Once filtered, the samples are transported to Roanoke where Carla Finkielstein, director of the Molecular Diagnostics Laboratory and associate professor with the Fralin Biomedical Research Institute and the Department of Biological Sciences, tests them for evidence of the virus.

“The whole idea is conceptually very simple,” Finkielstein said. “The idea is to identify the virus before spreading. One of the most difficult things is identifying those cases that are pre-symptomatic and asymptomatic. By doing this kind of sewage epidemiology, you’re getting a snapshot of what is going on in the population that doesn’t show any symptoms of the disease. You can detect the virus before anybody has any symptoms.”

Pruden said the samples are then shipped back to Blacksburg where further research is being conducted in an attempt to identify specific variants of the virus and to further quantify virus numbers and relate them to measurements of other constituents in the sewage.

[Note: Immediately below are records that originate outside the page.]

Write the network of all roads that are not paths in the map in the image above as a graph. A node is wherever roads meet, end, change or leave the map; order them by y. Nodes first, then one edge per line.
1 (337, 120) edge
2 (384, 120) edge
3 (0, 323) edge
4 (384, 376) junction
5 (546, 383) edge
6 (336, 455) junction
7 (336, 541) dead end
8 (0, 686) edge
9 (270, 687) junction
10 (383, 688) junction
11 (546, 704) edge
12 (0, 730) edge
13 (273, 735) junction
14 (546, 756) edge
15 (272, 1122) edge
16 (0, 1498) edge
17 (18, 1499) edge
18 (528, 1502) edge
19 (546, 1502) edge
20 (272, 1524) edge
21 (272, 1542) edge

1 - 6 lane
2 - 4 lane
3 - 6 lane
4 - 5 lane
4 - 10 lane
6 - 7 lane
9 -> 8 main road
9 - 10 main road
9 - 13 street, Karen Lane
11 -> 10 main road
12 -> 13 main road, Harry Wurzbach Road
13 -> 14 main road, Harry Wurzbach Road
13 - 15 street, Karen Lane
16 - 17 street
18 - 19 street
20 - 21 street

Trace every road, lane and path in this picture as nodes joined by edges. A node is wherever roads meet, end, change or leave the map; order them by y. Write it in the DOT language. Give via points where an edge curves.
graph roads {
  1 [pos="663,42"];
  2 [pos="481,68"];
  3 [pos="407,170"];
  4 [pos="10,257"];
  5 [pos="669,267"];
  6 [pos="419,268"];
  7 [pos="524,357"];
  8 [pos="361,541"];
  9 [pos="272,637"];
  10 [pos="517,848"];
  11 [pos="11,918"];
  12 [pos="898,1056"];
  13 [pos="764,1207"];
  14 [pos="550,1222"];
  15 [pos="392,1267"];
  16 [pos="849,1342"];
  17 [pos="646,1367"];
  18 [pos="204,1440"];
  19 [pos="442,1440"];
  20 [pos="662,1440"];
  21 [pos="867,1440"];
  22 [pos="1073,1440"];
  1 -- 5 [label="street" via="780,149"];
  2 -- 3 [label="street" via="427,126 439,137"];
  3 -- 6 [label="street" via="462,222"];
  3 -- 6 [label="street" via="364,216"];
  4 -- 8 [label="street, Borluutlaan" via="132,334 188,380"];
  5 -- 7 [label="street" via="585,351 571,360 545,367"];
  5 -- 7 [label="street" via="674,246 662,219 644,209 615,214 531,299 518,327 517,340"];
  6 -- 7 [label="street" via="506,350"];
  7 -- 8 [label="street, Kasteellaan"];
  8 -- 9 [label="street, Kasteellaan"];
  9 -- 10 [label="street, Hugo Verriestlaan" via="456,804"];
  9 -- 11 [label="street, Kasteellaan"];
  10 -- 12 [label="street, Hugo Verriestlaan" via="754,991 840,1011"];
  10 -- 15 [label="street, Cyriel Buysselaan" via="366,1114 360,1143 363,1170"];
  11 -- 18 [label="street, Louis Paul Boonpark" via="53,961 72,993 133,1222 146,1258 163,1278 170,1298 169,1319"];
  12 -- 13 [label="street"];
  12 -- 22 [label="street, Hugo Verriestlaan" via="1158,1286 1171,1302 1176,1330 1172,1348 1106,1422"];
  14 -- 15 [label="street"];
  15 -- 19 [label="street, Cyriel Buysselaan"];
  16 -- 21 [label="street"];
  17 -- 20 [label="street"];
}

To better understand and further analyze the test results, the group is working with a team of public health researchers in Virginia-Maryland College of Veterinary Medicine.

“What does the number [from the results] actually mean?” said Alasdair Cohen, an assistant professor of Environment Epidemiology who is leading the efforts to refine results comparisons across sites and to link numbers of virus measured in sewage to the number of individuals shedding the virus. “What does it mean with respect to COVID cases and what does it mean for COVID cases a week from now?”

Cohen said answering those questions hinges on understanding how many people contributed to the samples and how a soon a signal shows up in relation to people subsequently testing positive for the virus. For the first issue, estimating specific building’s occupancy levels, as well as their waste water flow is key. For the second, the group is working to study older samples from buildings where positives cases are known to have later occurred.

“Working backwards, we can use that information as a proxy to help look at future samples and forecast what we might see from other buildings in the near future,” Cohen said.

The complex work involves cleaning and merging a large number of different datasets, much of which is being done by Ph.D candidate Chris Grubb. And though not completely honed in just yet, Cohen said he is happy the team’s work thus far is helping assist the IMT in their decision making.

“We’re doing great with testing, but we have a relatively limited number of testing resources, and if this can help us better understand how to best allocate them, then great,” he said.

Long term, Cohen believes the lessons and practices learned during this period could have a great impact on taking care of the Virginia Tech community in the future.

“COVID in a way has been an opportunity to set up a waste water surveillance system that we think will have a lot of benefits on the other side of COVID as well, especially in terms of emerging pathogens,” Cohen said. “There’s lots of potential to monitor the overall health of campus populations.”